### [Task item]
Write out each line of the entries below that holds the word "Nodes".

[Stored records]
- Opening Delimiter -

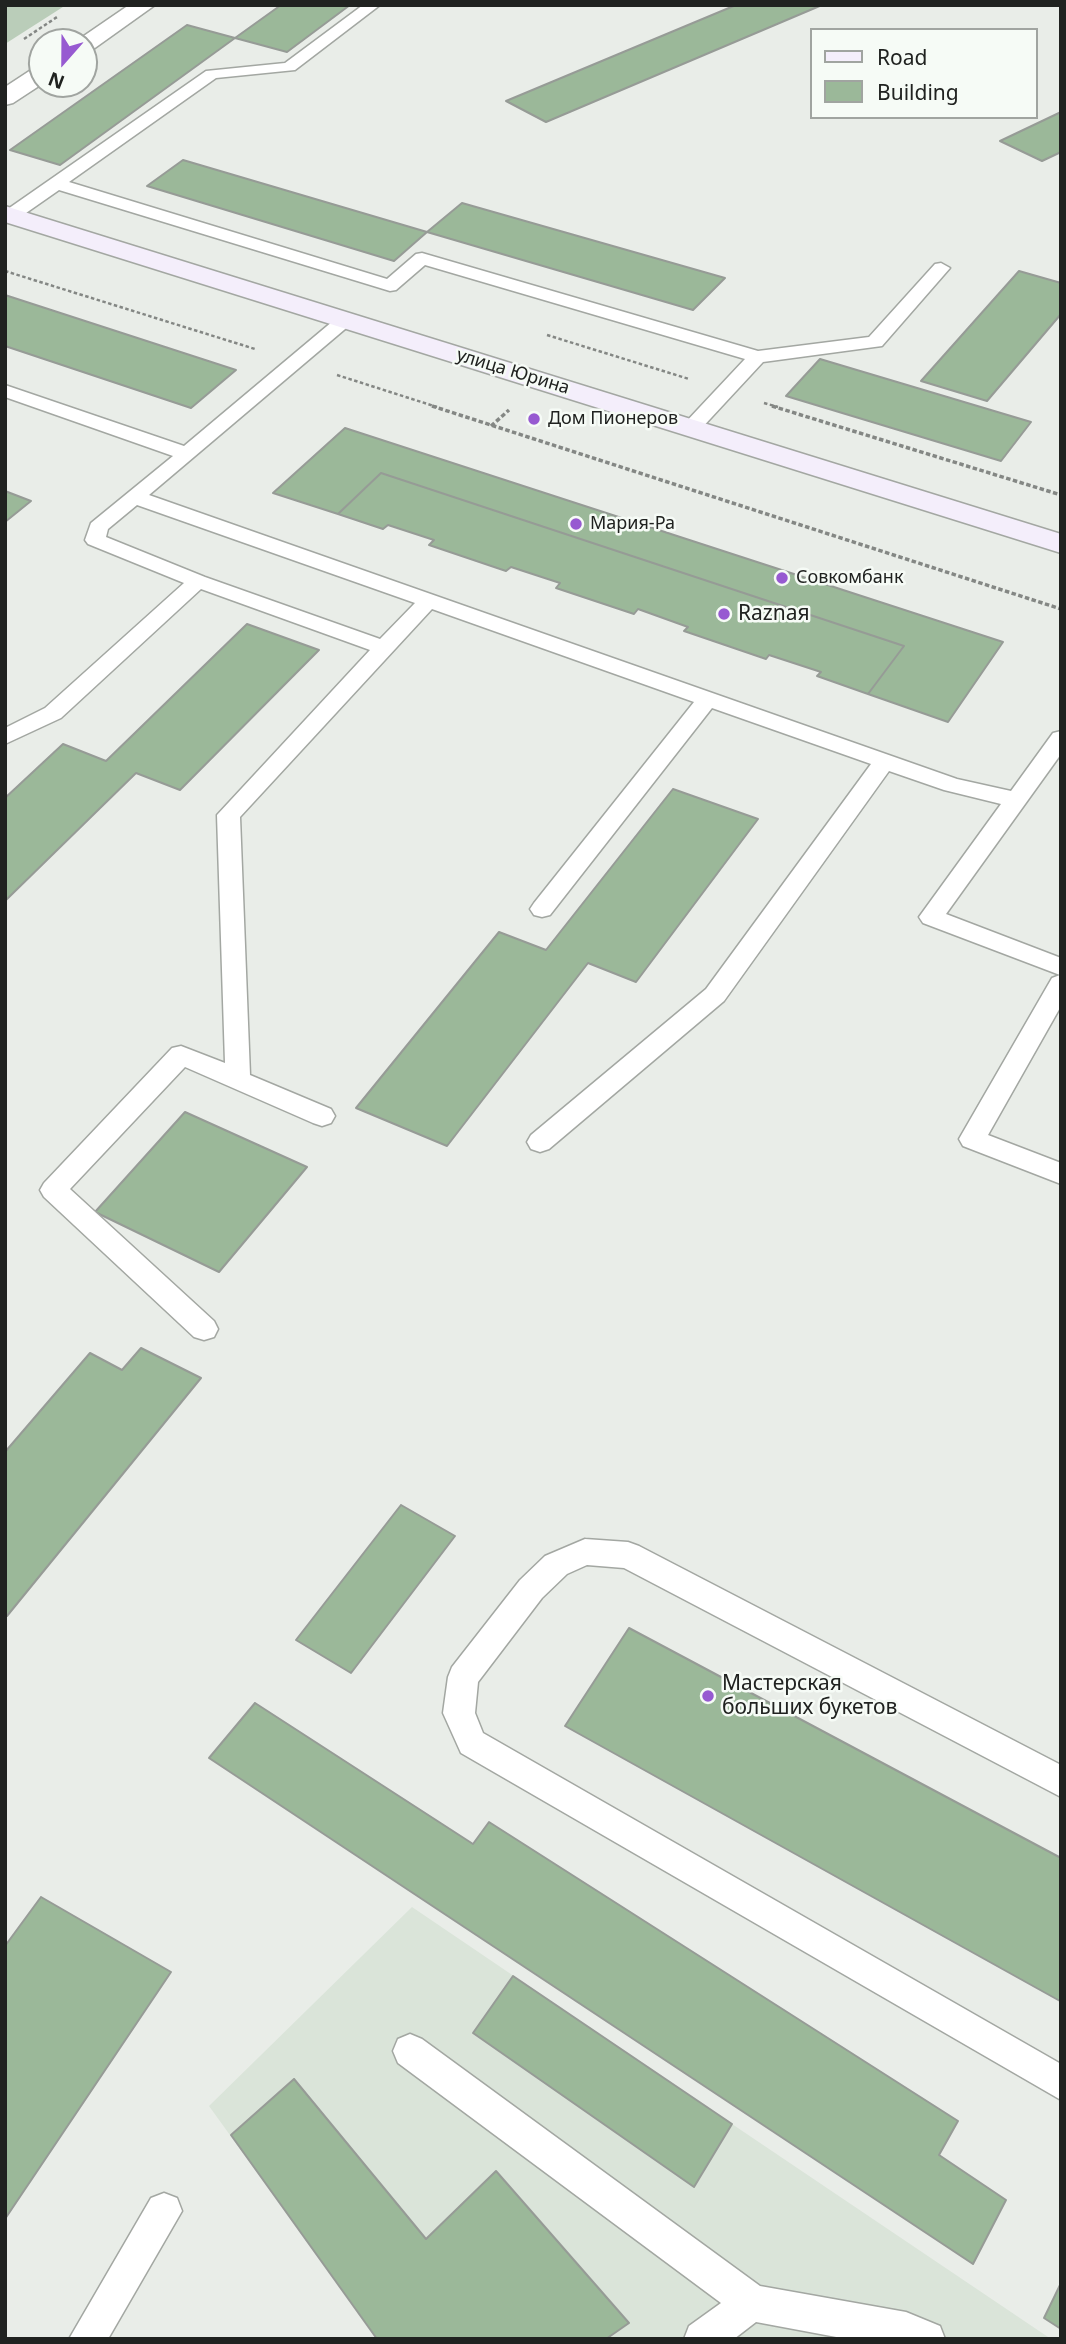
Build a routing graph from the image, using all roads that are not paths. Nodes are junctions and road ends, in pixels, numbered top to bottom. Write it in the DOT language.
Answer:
graph roads {
  1 [pos="144,5"];
  2 [pos="373,5"];
  3 [pos="98,36"];
  4 [pos="28,82"];
  5 [pos="5,98"];
  6 [pos="55,183"];
  7 [pos="8,215"];
  8 [pos="941,268"];
  9 [pos="345,320"];
  10 [pos="757,356"];
  11 [pos="5,391"];
  12 [pos="691,428"];
  13 [pos="187,454"];
  14 [pos="134,497"];
  15 [pos="1061,544"];
  16 [pos="198,581"];
  17 [pos="428,601"];
  18 [pos="384,648"];
  19 [pos="708,699"];
  20 [pos="5,737"];
  21 [pos="1061,738"];
  22 [pos="884,762"];
  23 [pos="1016,800"];
  24 [pos="542,909"];
  25 [pos="1061,967"];
  26 [pos="1061,984"];
  27 [pos="238,1079"];
  28 [pos="322,1116"];
  29 [pos="540,1142"];
  30 [pos="1061,1174"];
  31 [pos="204,1329"];
  32 [pos="1061,1782"];
  33 [pos="410,2051"];
  34 [pos="1061,2083"];
  35 [pos="164,2211"];
  36 [pos="751,2303"];
  37 [pos="87,2339"];
  38 [pos="702,2339"];
  39 [pos="928,2339"];
  1 -- 3 [label="street"];
  2 -- 6 [label="lane"];
  4 -- 5 [label="street"];
  6 -- 7 [label="lane"];
  6 -- 10 [label="lane"];
  7 -- 9 [label="main road, улица Юрина"];
  8 -- 10 [label="lane"];
  9 -- 12 [label="main road, улица Юрина"];
  9 -- 13 [label="lane"];
  10 -- 12 [label="lane"];
  11 -- 13 [label="lane"];
  12 -- 15 [label="main road, улица Юрина"];
  13 -- 14 [label="lane"];
  14 -- 16 [label="lane"];
  14 -- 17 [label="lane"];
  16 -- 18 [label="lane"];
  16 -- 20 [label="lane"];
  17 -- 18 [label="lane"];
  17 -- 19 [label="lane"];
  18 -- 27 [label="lane"];
  19 -- 22 [label="lane"];
  19 -- 24 [label="lane"];
  21 -- 23 [label="lane"];
  22 -- 23 [label="lane"];
  22 -- 29 [label="lane"];
  23 -- 25 [label="lane"];
  26 -- 30 [label="lane"];
  27 -- 28 [label="lane"];
  27 -- 31 [label="lane"];
  32 -- 34 [label="lane"];
  33 -- 36 [label="lane"];
  35 -- 37 [label="lane"];
  36 -- 38 [label="lane"];
  36 -- 39 [label="lane"];
}
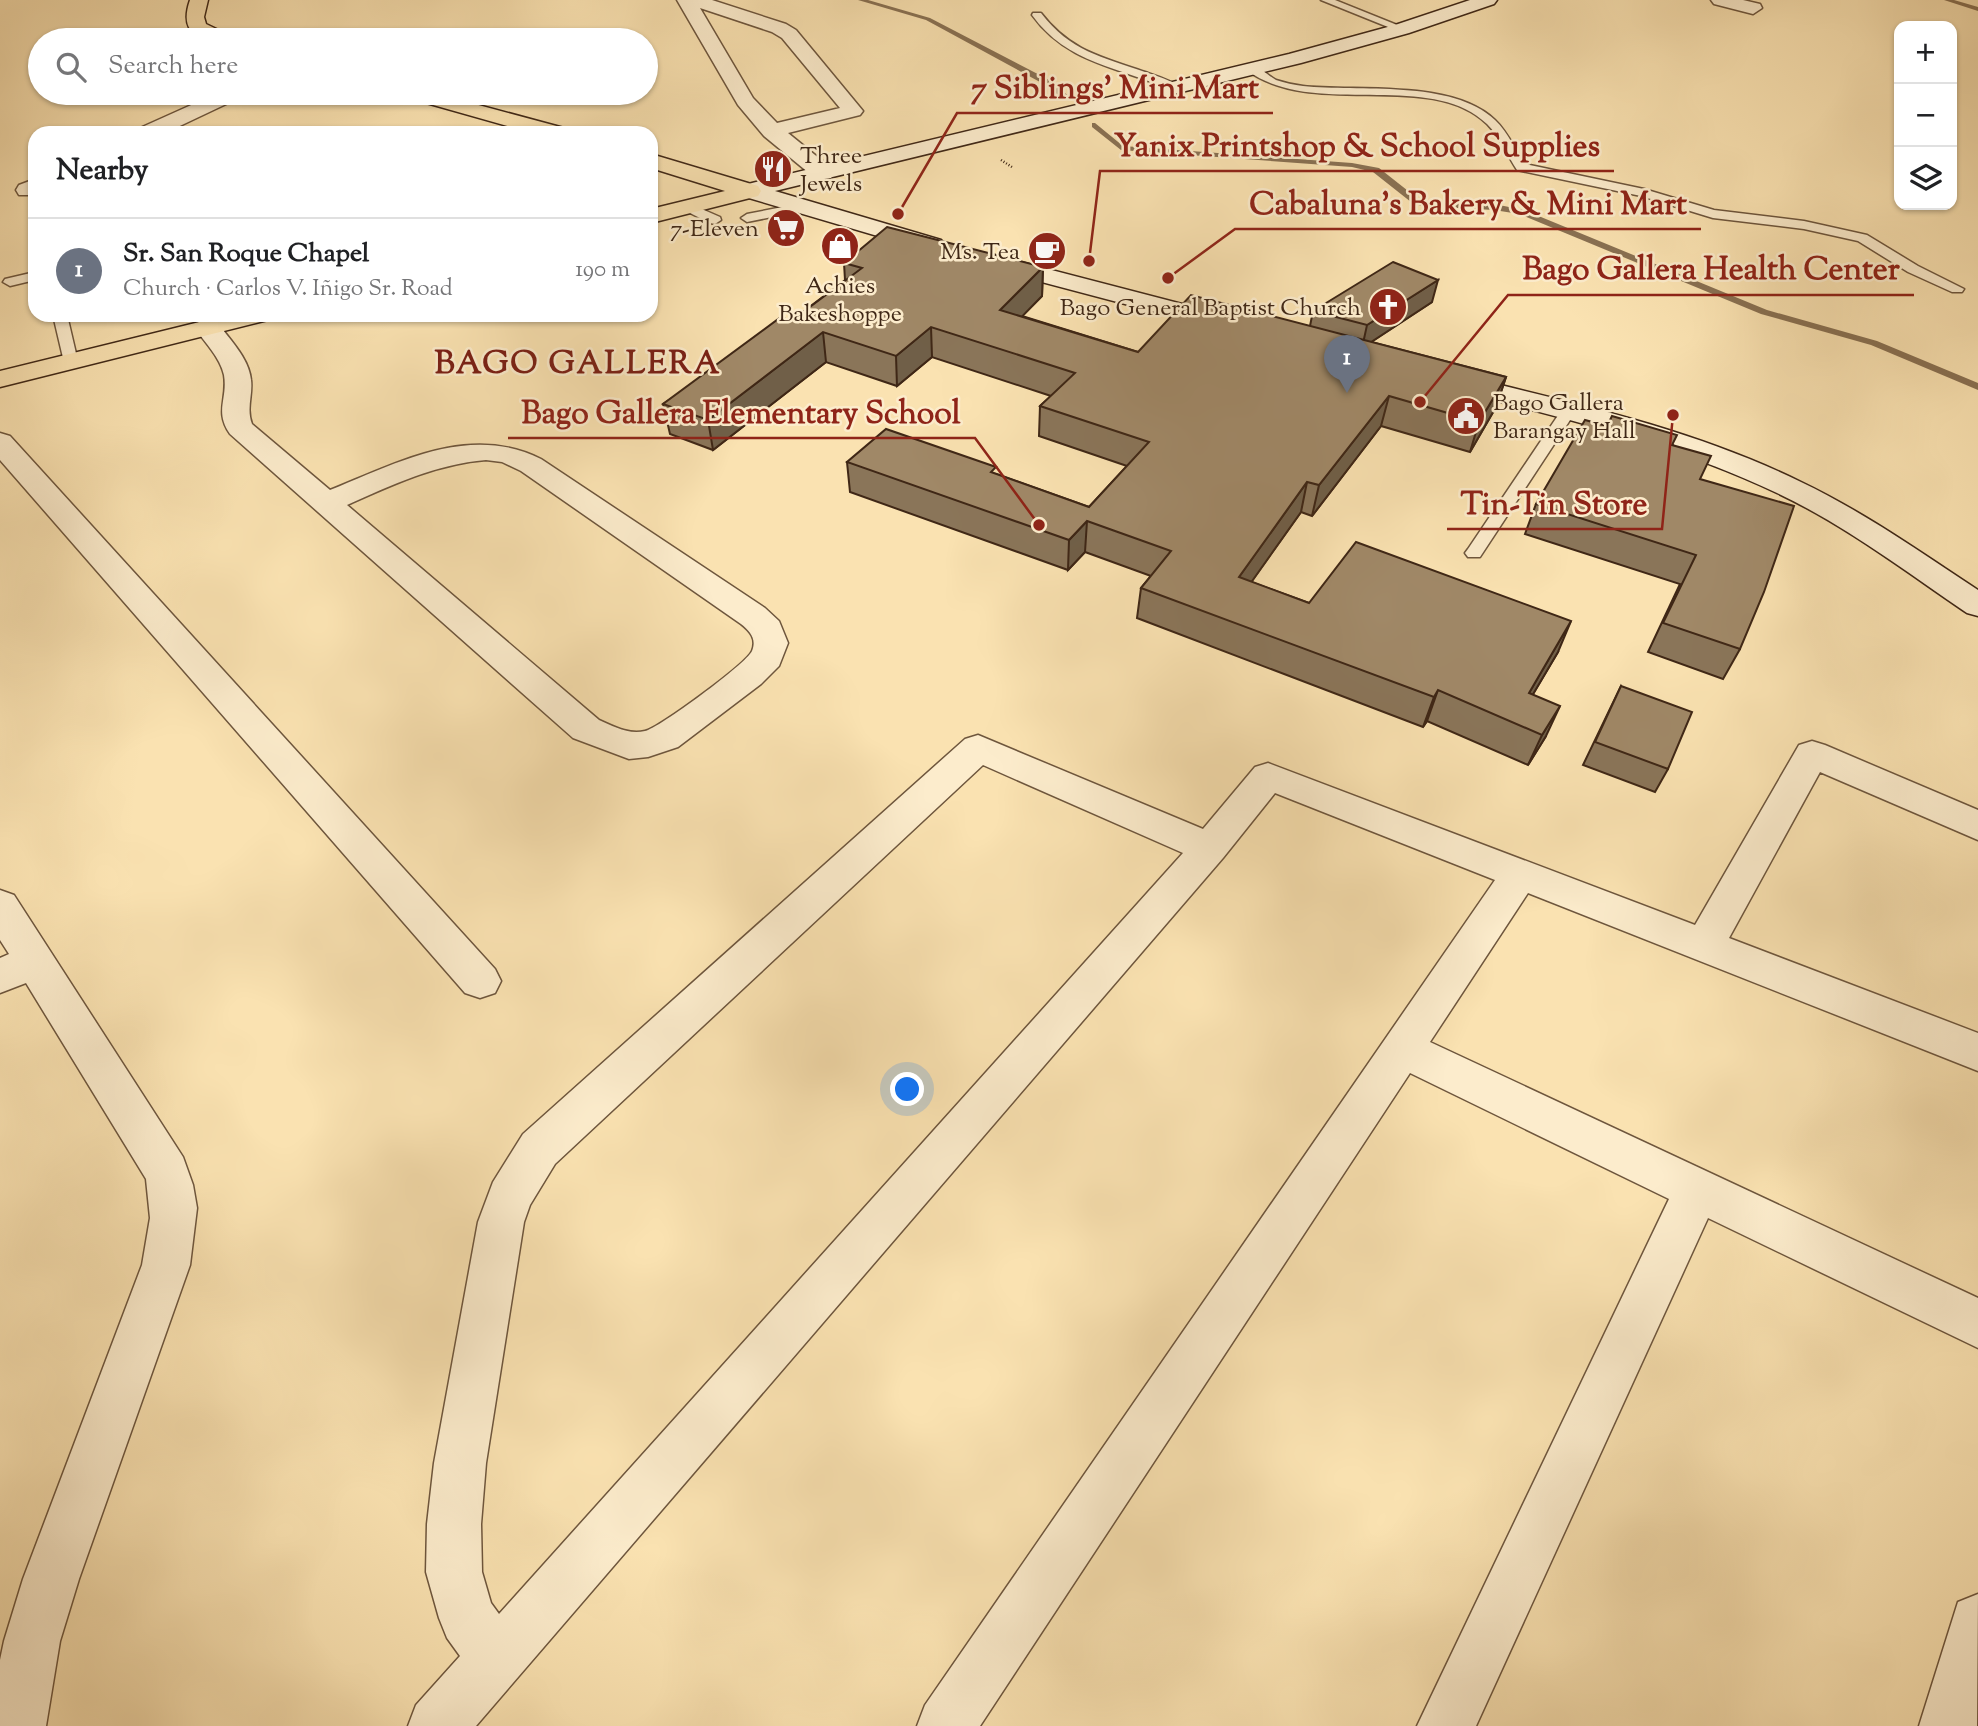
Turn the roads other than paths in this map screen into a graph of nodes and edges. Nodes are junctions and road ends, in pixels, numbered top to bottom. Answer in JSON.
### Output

- Closing Delimiter -

### [Your response]
Build a routing graph from the image, using all roads that are not paths. Nodes are junctions and road ends, in pixels, numbered top to bottom. Write it in the DOT language.
Turn the roads other than paths in this map screen into a graph of nodes and edges. Nodes are junctions and road ends, in pixels, numbered top to bottom. Answer in JSON.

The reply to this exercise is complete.